The following code shows a way in which a potentially attacker could insert a symlink, as suggested in this post in between a test for the file and the file being written. If the code is run with high enough permissions, this could overwrite an arbitrary file.

Is there a way to solve this problem?

import os
import errno

file_to_be_attacked = 'important_file'

with open(file_to_be_attacked, 'w') as f:
    f.write('Some important content!\n')

test_file = 'testfile'

try:
    with open(test_file) as f: pass
except IOError, e:

    # Symlink created here
    os.symlink(file_to_be_attacked, test_file)

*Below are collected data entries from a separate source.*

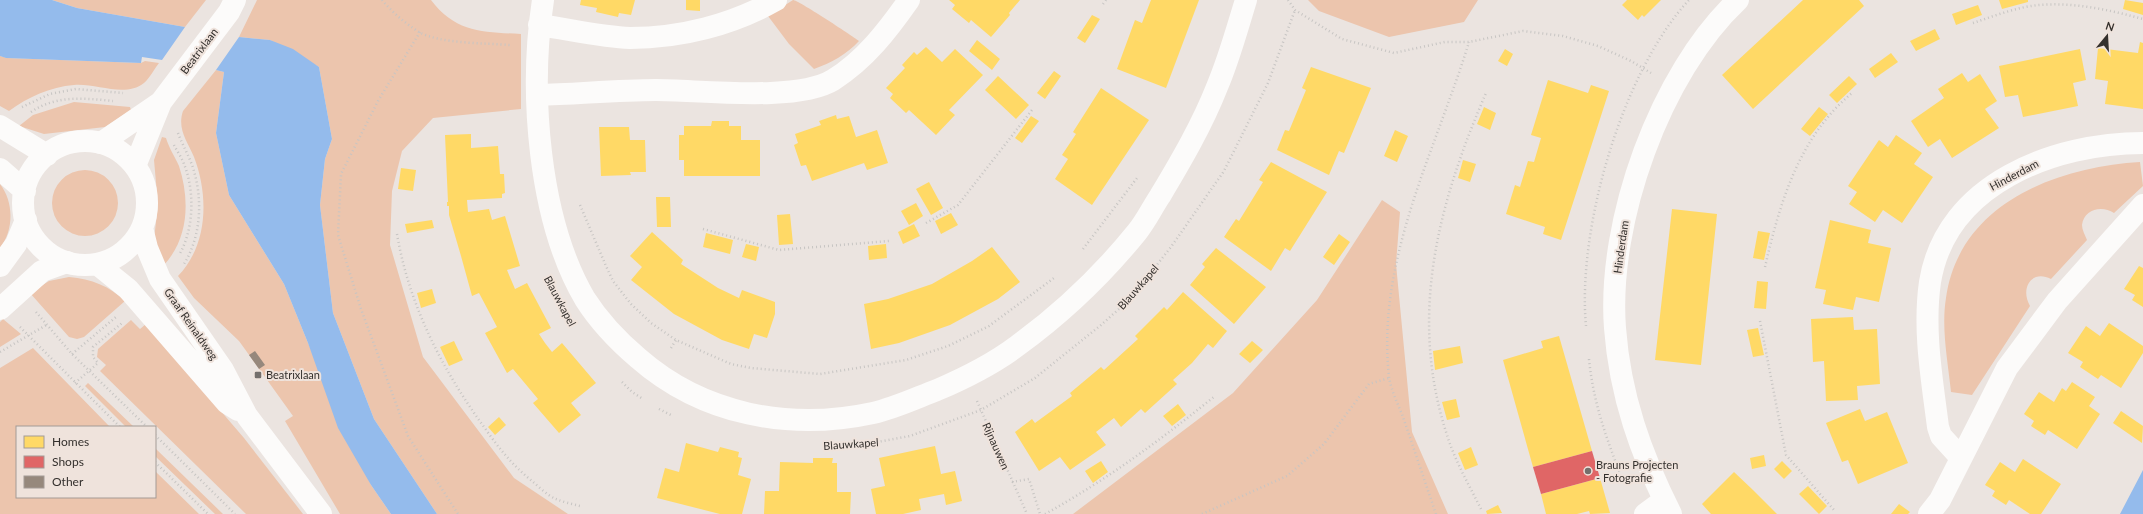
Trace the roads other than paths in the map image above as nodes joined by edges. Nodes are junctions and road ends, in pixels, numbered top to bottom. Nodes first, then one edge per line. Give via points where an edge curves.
1 (543, 0) edge
2 (776, 0) edge
3 (909, 0) edge
4 (1246, 0) edge
5 (1738, 0) edge
6 (232, 6) edge
7 (539, 25) junction
8 (538, 96) junction
9 (164, 97) junction
10 (0, 126) edge
11 (101, 143) junction
12 (2143, 143) edge
13 (47, 155) junction
14 (135, 166) junction
15 (0, 169) edge
16 (25, 191) junction
17 (2143, 205) edge
18 (26, 220) junction
19 (142, 228) junction
20 (67, 262) junction
21 (97, 264) junction
22 (0, 266) edge
23 (1, 308) edge
24 (247, 416) junction
25 (1960, 458) junction
26 (1668, 507) edge
27 (321, 514) edge
28 (1645, 514) edge
29 (1929, 514) edge

1 - 7 street, Blauwkapel
2 - 7 street via 713,27 662,36 628,38
3 - 8 street via 875,46 855,64 832,81 808,89 784,93 654,90
4 - 8 street, Blauwkapel via 1215,93 1184,158 1139,229 1088,285 1017,347 966,377 897,406 824,420 789,420 742,412 693,396 655,373 622,344 595,314 575,281 550,206 542,162
5 - 26 street, Hinderdam via 1713,29 1674,86 1653,127 1629,203 1619,251 1615,327 1625,396 1634,430
6 - 9 street, Beatrixlaan
7 - 8 street, Blauwkapel
9 - 11 street, Beatrixlaan
9 - 14 street, Beatrixlaan
10 - 13 street
11 - 13 street via 77,142 61,146
11 - 14 street via 120,152
12 - 25 street, Hinderdam via 2120,143 2078,150 2023,168 1985,190 1959,218 1941,245 1931,281 1928,337 1938,427 1941,436
13 - 16 street via 35,167
14 - 19 street via 146,193 147,207
15 - 16 street
16 - 18 street
17 - 25 street via 2057,301 2007,368
18 - 20 street via 32,235 42,246 53,256
18 - 22 street via 16,244
19 - 21 street via 136,239 119,255
19 - 24 street, Graaf Reinaldweg via 160,279 223,370
20 - 21 street
20 - 23 street via 42,271
21 - 24 street, Graaf Reinaldweg via 128,289 227,403
24 - 27 street, Graaf Reinaldweg
25 - 29 street via 1940,500
26 - 28 street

    if e.errno != errno.ENOENT:
        raise
    else:
        with open(test_file, 'w') as f:
            f.write('Hello, kthxbye!\n')
Peter Mortensen
  • 30,738
  • 21
  • 105
  • 131
Henry Gomersall
  • 8,434
  • 3
  • 31
  • 54

3 Answers3

101

Edit: See also Dave Jones' answer: from Python 3.3, you can use the x flag to open() to provide this function.

Original answer below

Yes, but not using Python's standard open() call. You'll need to use os.open() instead, which allows you to specify flags to the underlying C code.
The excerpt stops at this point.